Task item: The number needed is how many lines in these entries contain "name"; give it alone.

Information given:
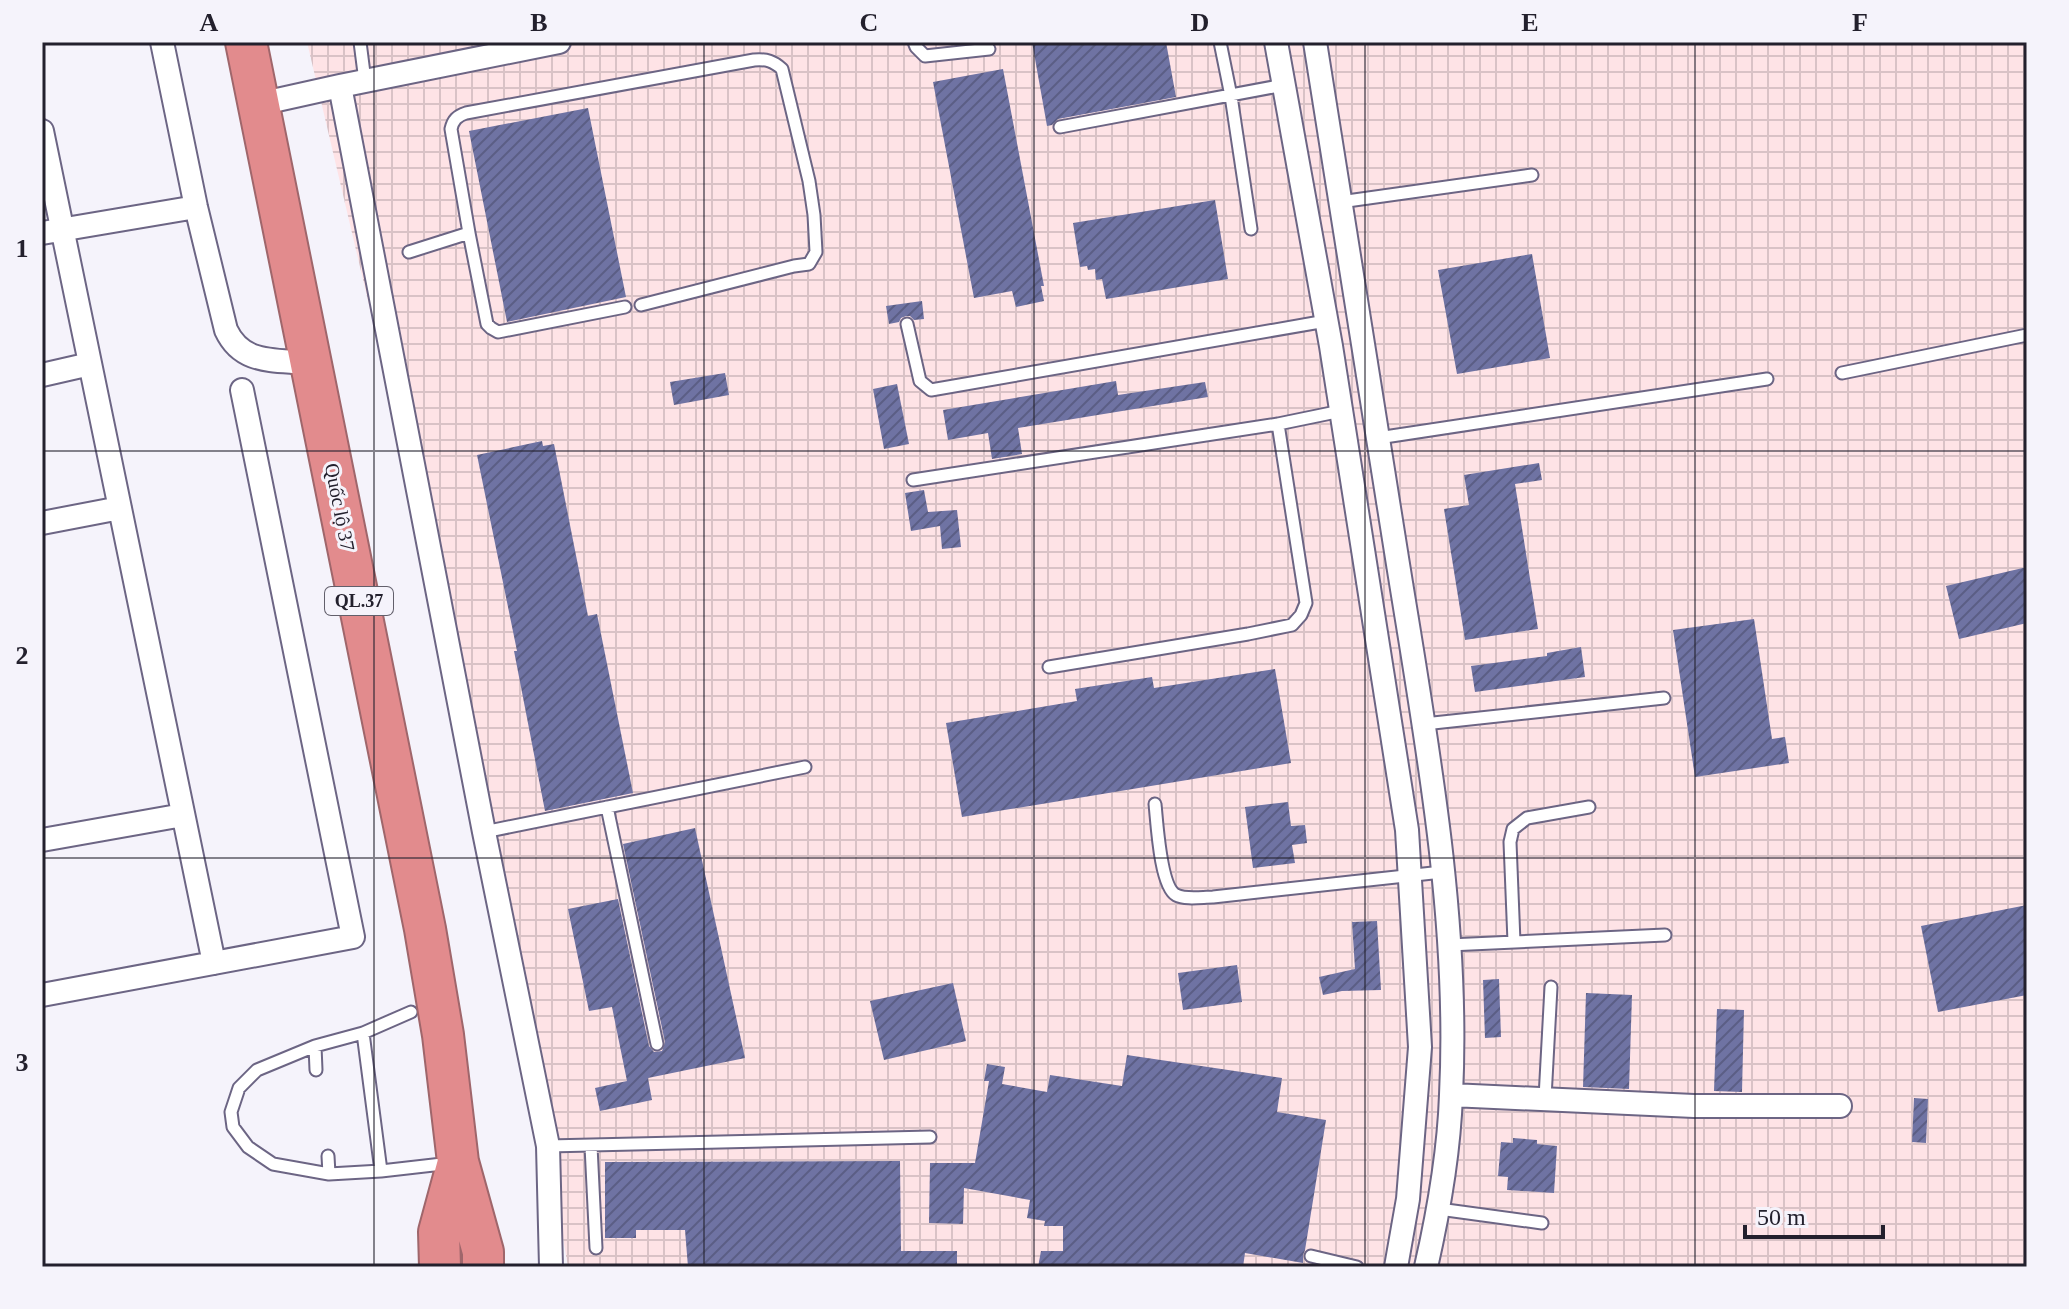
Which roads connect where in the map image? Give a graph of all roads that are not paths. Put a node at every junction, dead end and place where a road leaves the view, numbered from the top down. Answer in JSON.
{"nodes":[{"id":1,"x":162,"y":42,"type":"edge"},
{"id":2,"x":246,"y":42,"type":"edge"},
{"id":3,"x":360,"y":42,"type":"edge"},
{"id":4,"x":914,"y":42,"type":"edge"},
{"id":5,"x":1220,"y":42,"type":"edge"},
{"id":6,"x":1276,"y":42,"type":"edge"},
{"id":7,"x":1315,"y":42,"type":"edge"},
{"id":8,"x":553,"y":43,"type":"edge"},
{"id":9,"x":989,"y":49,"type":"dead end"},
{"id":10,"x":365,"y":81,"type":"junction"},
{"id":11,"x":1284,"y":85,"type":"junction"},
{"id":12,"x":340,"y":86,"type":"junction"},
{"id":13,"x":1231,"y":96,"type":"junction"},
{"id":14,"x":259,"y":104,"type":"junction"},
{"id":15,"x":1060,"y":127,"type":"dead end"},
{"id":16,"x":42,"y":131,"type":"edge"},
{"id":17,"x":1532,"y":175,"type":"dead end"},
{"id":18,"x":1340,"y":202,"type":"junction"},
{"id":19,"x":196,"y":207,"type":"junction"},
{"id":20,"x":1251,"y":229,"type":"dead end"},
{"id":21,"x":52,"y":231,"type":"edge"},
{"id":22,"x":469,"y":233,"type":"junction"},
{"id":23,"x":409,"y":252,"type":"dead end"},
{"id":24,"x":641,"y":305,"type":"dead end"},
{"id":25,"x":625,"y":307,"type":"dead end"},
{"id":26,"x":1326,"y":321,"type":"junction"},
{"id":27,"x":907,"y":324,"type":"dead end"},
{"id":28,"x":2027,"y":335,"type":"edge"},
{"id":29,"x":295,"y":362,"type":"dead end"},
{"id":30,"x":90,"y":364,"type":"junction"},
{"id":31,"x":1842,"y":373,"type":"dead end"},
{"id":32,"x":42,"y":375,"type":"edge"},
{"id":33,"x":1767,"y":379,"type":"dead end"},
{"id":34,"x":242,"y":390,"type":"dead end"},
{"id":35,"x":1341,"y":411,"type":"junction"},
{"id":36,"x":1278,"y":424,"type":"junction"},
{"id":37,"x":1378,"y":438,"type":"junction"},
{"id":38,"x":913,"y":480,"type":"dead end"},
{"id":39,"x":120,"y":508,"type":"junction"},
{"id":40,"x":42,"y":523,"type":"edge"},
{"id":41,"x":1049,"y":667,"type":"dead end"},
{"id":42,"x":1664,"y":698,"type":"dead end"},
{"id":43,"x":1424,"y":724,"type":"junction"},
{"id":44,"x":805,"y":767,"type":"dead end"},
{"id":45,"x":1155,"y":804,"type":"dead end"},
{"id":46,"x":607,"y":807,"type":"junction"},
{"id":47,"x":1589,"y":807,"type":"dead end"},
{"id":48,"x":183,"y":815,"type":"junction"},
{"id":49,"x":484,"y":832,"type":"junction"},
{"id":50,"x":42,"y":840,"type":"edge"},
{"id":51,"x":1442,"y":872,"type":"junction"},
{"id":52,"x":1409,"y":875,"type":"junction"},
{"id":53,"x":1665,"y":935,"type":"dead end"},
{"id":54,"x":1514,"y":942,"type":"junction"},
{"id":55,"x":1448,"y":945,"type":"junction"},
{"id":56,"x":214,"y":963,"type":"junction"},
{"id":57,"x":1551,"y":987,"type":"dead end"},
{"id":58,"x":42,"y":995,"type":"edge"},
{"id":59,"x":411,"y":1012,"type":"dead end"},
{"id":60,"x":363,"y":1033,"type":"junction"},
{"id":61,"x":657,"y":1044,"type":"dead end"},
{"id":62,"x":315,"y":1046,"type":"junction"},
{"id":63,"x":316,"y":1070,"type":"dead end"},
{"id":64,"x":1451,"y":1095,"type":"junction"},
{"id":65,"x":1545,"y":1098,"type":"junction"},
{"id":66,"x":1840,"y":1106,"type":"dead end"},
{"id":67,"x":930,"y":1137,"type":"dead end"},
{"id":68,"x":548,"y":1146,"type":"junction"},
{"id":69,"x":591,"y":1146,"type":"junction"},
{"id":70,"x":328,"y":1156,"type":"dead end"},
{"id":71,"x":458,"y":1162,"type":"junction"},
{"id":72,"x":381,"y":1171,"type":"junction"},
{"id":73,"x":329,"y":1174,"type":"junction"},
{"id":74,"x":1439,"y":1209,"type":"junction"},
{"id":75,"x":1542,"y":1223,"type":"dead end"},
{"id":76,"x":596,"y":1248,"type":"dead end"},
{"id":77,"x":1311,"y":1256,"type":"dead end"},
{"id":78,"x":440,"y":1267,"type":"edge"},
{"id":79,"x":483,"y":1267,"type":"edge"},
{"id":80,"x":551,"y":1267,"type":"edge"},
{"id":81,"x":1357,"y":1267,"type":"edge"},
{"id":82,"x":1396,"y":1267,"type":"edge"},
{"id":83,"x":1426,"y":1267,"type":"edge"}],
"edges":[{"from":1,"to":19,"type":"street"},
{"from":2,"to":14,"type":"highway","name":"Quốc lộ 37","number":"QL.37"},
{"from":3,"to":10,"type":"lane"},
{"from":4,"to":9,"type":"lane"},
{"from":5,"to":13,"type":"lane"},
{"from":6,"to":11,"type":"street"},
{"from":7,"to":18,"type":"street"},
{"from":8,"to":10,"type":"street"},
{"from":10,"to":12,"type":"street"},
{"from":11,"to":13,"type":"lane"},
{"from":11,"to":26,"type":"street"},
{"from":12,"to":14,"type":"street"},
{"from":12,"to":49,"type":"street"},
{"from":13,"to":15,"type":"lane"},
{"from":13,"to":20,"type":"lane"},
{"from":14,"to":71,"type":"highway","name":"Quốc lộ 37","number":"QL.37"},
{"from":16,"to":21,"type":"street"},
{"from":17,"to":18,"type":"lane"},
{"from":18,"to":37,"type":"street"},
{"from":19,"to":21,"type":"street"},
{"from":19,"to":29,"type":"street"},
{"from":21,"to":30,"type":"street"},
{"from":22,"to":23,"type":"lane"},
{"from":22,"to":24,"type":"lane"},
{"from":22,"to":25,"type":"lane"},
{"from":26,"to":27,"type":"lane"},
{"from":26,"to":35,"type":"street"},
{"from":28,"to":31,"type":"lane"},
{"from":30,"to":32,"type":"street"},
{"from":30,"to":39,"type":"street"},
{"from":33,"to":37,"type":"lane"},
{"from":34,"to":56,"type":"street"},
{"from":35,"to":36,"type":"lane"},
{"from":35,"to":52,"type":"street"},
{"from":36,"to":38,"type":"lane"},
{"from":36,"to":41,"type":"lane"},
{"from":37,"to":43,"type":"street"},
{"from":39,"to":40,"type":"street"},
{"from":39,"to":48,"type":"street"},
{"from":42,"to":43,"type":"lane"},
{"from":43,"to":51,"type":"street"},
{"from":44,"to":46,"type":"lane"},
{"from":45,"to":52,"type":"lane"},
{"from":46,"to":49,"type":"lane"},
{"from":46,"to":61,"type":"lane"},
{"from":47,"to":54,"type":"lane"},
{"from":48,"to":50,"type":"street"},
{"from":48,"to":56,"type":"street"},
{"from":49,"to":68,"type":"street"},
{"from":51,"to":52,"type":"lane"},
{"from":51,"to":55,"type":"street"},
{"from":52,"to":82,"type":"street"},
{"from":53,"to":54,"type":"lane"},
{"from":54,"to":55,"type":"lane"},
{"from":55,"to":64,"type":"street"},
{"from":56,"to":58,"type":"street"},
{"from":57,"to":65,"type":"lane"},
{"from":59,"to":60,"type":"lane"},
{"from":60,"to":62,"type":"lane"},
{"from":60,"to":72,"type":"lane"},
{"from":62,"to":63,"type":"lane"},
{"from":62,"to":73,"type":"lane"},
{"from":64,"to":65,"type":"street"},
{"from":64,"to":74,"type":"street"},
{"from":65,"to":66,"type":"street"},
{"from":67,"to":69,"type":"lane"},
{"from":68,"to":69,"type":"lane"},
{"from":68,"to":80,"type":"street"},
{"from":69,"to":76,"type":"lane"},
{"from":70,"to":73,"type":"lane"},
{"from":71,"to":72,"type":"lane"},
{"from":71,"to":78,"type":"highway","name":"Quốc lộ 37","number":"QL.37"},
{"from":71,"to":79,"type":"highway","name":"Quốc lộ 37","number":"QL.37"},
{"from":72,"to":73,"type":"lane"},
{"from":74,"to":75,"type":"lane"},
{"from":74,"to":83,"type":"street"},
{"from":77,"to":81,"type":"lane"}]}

Solution to the problem: 4